Acacia cylindrica is a species of flowering plant in the family Fabaceae and is endemic to Western Australia. It is a spreading shrub with terete to four-angled phyllodes with a sharp point on the end, spikes of golden yellow flowers and linear, papery pods.

==Description==
Acacia cylindrica is spreading shrub that typically grows to a height of 1.5–3 m and has branchlets that are covered with silky hairs between glabrous, resinous ribs. Its phyllodes are straight and round to four-sided in cross section, 80–130 mm long and 1.0–1.2 mm in diameter with 16 closely parallel veins, although sometimes only 8 are readily visible. The flowers are borne in one or two spikes 10–11 mm long and about 5 mm wide on a peduncle 0.15–1.5 mm long in axils, the spikes densely crowded with golden yellow flowers. Flowering has been recorded in September and October, and the pods are linear, flat and papery, up to 6.5 mm long and 2.0–2.5 mm wide. The seeds are oblong, more or less shiny, pale brown, 3.5–4.0 mm long.

==Taxonomy==
Acacia cylindrica was first formally described in 1995 by the botanists Bruce Maslin and Richard Sumner Cowan in the journal Nuytsia from specimens collected in 1984, 23 km north-east of Bungalbin Hill, about 68 km north-north-east of Koolyanobbing by Kenneth Newbey.

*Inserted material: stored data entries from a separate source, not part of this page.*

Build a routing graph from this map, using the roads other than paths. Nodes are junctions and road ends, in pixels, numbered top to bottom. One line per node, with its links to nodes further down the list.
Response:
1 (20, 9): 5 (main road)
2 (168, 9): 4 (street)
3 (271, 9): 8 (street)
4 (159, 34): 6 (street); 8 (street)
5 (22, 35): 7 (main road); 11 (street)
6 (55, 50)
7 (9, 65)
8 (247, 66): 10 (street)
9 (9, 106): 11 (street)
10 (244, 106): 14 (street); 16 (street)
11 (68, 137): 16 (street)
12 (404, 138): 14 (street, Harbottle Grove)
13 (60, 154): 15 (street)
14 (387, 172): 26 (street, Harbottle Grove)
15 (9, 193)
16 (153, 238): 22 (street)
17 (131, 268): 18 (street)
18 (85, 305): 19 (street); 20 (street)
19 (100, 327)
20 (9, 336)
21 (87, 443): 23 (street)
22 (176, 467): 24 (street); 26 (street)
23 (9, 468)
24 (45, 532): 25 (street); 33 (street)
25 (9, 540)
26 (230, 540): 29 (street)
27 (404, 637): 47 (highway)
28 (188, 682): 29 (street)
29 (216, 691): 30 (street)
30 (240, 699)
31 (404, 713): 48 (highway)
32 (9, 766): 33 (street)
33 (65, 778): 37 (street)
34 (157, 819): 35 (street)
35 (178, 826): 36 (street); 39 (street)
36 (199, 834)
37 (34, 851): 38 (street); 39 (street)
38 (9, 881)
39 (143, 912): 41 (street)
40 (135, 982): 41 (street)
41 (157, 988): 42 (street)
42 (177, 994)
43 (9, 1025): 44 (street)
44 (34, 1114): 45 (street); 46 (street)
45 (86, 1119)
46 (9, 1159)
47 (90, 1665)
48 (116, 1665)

The specific epithet (cylindrica) means 'cylindrical', alluding to the shape of the flower spikes, that distinguish this species from others in the Acacia heteroneura group.

==Distribution==
This species of wattle grows on flats and undulating plains and low hills in gravelly, sandy soils in open shrubland. It mainly occurs between Southern Cross and Bullfinch with other, smaller populations found further to the north, in the Avon Wheatbelt and Coolgardie bioregions of Western Australia.

==Conservation status==
Acacia cylindrica is listed as "Priority Three" by the Government of Western Australia, Department of Biodiversity, Conservation and Attractions, meaning that it is poorly known and known from only a few locations but is not under imminent threat.